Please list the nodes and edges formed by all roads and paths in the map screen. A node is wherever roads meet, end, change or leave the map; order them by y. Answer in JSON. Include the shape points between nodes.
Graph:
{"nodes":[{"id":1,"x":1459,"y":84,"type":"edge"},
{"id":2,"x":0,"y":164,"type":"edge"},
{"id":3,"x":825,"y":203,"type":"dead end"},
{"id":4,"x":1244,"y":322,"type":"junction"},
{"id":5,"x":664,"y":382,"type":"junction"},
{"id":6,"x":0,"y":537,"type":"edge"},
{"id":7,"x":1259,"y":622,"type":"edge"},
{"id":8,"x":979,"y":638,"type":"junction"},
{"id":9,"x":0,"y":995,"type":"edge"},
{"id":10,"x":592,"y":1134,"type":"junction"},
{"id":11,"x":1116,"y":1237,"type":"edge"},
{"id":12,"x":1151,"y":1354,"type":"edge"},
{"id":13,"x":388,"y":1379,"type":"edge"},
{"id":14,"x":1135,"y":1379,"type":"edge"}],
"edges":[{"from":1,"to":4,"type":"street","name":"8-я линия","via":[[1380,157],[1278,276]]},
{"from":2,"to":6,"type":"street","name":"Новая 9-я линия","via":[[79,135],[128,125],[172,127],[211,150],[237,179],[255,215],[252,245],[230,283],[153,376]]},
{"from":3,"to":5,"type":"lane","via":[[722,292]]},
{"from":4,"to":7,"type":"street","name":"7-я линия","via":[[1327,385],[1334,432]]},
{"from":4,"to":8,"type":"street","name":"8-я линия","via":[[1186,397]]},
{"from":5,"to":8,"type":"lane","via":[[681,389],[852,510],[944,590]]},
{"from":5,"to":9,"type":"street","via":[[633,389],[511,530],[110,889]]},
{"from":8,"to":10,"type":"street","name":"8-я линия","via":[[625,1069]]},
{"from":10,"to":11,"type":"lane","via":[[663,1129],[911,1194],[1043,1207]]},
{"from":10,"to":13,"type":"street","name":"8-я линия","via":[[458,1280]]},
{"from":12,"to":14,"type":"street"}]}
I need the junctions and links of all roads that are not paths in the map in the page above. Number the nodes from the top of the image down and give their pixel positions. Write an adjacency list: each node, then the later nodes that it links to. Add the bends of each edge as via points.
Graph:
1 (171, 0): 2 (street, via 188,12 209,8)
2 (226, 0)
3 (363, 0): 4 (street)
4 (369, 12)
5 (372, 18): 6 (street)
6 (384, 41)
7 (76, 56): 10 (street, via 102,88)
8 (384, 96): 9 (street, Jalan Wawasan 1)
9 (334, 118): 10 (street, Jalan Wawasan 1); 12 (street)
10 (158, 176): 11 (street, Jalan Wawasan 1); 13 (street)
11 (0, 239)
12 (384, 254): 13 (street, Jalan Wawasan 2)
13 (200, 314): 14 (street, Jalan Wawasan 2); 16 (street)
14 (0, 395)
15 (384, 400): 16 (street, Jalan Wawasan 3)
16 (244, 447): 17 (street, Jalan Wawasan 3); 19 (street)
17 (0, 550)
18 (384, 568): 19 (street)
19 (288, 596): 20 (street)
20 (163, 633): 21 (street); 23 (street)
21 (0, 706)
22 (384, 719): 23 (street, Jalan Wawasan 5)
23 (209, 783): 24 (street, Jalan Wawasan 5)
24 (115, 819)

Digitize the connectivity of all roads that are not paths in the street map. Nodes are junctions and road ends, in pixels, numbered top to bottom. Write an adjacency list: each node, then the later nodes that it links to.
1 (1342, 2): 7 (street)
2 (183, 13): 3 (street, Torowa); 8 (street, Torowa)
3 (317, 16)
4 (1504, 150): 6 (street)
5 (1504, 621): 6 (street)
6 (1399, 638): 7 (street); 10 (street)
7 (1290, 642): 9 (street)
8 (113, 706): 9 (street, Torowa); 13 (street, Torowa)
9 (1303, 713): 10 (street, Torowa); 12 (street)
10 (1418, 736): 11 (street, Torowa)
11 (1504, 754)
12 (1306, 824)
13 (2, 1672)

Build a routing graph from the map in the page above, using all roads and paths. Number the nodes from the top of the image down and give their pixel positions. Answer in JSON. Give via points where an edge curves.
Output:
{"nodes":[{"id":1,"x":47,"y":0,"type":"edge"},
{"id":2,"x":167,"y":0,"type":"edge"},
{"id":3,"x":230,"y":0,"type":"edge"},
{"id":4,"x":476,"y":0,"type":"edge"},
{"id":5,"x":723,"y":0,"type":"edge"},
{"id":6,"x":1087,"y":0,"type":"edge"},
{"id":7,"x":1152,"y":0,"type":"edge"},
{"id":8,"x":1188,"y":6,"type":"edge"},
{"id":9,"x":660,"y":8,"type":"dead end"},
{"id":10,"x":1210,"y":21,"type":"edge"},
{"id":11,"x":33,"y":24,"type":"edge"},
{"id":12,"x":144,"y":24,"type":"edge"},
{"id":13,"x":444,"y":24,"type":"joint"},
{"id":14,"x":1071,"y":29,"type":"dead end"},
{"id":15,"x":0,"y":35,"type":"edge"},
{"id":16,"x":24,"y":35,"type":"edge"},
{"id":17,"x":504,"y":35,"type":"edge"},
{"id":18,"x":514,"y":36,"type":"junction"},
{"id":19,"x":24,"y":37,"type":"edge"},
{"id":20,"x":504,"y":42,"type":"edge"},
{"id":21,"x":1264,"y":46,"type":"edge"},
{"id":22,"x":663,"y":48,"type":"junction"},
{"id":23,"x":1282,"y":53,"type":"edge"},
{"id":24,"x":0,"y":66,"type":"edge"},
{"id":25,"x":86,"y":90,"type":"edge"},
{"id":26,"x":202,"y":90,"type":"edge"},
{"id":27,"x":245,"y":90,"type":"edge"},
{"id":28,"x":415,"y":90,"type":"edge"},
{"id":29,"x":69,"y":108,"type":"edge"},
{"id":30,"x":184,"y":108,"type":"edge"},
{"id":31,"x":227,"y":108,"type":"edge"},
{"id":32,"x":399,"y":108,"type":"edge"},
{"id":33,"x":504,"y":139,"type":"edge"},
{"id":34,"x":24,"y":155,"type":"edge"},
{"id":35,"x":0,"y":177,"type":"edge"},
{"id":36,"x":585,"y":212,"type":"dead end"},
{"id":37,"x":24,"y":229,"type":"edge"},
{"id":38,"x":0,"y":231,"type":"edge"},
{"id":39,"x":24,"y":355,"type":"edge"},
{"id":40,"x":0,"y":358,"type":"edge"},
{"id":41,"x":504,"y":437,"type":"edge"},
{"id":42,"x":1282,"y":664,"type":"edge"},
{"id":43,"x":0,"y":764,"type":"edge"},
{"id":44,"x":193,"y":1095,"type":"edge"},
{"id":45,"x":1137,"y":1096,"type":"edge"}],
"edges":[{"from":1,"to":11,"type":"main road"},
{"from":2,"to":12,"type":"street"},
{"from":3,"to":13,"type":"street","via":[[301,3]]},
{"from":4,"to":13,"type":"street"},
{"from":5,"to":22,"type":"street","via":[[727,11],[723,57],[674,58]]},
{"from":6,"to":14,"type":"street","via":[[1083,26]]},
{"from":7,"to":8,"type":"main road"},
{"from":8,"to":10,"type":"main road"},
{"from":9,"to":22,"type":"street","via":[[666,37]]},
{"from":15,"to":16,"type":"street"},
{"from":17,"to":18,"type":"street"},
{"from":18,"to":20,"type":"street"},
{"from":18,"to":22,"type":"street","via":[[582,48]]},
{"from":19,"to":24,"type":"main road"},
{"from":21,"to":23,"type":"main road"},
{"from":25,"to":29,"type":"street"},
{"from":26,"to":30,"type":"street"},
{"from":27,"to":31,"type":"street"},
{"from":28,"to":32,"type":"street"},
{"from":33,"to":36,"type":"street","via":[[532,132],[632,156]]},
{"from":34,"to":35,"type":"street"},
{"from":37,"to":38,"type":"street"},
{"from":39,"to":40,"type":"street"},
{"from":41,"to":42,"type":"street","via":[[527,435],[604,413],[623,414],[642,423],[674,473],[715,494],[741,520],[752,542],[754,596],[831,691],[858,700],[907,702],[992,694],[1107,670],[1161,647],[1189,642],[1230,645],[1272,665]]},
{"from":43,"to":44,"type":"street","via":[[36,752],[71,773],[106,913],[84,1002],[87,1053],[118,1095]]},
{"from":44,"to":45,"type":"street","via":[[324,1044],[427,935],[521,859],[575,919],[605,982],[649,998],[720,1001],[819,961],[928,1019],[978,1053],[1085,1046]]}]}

---+---

§ Exercise description:
Find every line of the records holding "lane". Answer with the count alone.

§ Result:
3